• People photos with keypoints:
:::
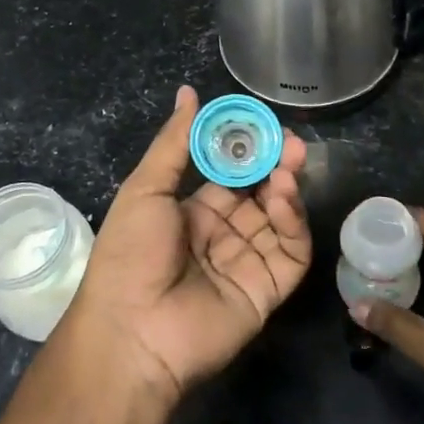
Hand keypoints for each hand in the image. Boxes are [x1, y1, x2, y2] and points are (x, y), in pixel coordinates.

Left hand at [64, 86, 310, 406]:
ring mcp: (246, 262)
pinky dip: (293, 222)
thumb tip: (189, 92)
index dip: (246, 149)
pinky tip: (284, 196)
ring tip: (290, 163)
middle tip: (291, 142)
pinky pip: (290, 252)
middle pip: (260, 193)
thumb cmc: (130, 253)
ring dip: (286, 189)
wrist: (131, 331)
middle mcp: (222, 235)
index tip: (261, 123)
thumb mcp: (146, 189)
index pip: (230, 174)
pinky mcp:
:::
• Exercise aim: Locate the lines above that contain "pinky" and copy them.

• Result of the task:
pinky dip: (293, 222)
pinky tip: (284, 196)
pinky pip: (290, 252)
pinky mcp:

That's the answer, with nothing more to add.